Functional study of KvDMR1, an imprinting control region from mouse distal chromosome 7

Imprinted genes are preferentially expressed from either the maternal or paternal allele and deregulation of imprinting has been implicated in several developmental disorders. The imprinting disorder Beckwith-Wiedemann syndrome can arise from a variety of genetic and epigenetic mechanisms affecting imprinted genes in human chromosome 11p15.5 (mouse distal chromosome 7). In more than 50% of non-UPD (uniparental disomy) sporadic BWS patients, the disease is associated with the loss of methylation (LOM) from the maternal allele of KvDMR1, a differentially methylated CpG island within the KCNQ1 gene. It has been proposed that differentially methylated CpG islands might function as imprinting control regions (ICRs). In order to test if KvDMR1 is an ICR, we generated mouse lines carrying a 2.8-kb deletion of this locus. Embryos and adult mice carrying a paternal deletion of KvDMR1 exhibited a 20% reduction in weight compared to wild-type littermates. Using RT-PCR, the effect of this deletion on imprinted gene expression was assessed in tissues of F1 fetuses from crosses between deletion-carrying animals and PWK mice or C57/BL6 mice congenic for distal chromosome 7 from M. spretus (SD7 mice).
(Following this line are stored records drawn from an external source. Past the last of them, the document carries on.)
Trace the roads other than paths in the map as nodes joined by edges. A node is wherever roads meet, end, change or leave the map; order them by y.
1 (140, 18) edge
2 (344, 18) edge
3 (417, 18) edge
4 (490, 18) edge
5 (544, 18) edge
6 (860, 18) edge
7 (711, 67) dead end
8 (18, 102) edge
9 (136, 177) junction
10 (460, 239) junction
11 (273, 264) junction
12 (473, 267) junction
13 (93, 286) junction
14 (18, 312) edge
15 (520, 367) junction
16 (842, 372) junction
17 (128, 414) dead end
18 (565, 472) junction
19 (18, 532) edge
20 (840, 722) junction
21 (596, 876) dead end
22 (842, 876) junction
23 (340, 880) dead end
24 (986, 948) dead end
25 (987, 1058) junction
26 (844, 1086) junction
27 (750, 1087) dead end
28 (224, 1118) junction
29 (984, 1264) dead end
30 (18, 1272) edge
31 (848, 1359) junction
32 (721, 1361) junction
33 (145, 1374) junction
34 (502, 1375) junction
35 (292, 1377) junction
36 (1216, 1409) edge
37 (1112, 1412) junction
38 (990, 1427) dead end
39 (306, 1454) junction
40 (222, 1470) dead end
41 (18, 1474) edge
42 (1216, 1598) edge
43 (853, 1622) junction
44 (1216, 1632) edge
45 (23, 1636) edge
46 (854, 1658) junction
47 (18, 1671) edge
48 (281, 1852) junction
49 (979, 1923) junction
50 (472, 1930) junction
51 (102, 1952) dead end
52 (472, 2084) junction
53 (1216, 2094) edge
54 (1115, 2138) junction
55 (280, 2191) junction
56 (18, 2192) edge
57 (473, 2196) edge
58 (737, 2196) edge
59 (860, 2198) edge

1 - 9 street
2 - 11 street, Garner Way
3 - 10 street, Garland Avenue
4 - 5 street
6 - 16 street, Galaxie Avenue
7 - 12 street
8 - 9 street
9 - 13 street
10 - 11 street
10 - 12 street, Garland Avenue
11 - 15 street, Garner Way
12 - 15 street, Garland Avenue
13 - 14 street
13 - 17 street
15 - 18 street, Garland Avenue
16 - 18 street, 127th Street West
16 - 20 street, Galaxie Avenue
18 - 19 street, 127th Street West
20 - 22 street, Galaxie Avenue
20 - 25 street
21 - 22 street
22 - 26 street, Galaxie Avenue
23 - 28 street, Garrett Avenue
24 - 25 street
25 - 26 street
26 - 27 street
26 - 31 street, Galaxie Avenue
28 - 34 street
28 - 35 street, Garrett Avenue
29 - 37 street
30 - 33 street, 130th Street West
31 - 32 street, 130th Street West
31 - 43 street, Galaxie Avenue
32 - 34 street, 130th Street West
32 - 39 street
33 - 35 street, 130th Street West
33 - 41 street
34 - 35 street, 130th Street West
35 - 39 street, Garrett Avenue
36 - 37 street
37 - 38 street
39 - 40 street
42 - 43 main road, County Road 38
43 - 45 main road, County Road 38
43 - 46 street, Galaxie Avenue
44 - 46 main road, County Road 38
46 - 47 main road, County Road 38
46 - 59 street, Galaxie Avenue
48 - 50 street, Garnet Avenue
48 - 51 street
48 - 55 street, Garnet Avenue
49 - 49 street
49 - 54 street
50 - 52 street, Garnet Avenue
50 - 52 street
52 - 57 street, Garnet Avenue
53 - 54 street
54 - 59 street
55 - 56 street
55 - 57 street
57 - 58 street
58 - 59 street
Following paternal transmission, the KvDMR1 deletion resulted in biallelic expression of Slc22a1l, Tssc3 (Ipl), Cdkn1c, and Kcnq1 (Kv1qt1), Tssc4 and Ascl2 genes usually transcribed only from the maternal chromosome. Normal maternal-specific expression of these genes was observed in mutant mice that inherited the deletion from their mother. Thus, the unmethylated KvDMR1 regulates mono-allelic expression by repressing genes on the paternal chromosome. These data support the notion that LOM at KvDMR1 on the maternal chromosome results in the repression of CDKNIC expression that leads to BWS.; We also show that KvDMR1 can function as an enhancer-blocker/chromatin insulator. This type of KvDMR1 activity, which appears to be sensitive to DNA methylation, was demonstrated in two different cell-culture-based assays. The enhancer blocking activity of KvDMR1 was mapped to a 600-bp sequence that also binds CTCF protein in vitro. In addition to chromatin insulator, a putative enhancer and a transcriptional promoter were identified at the KvDMR1 locus.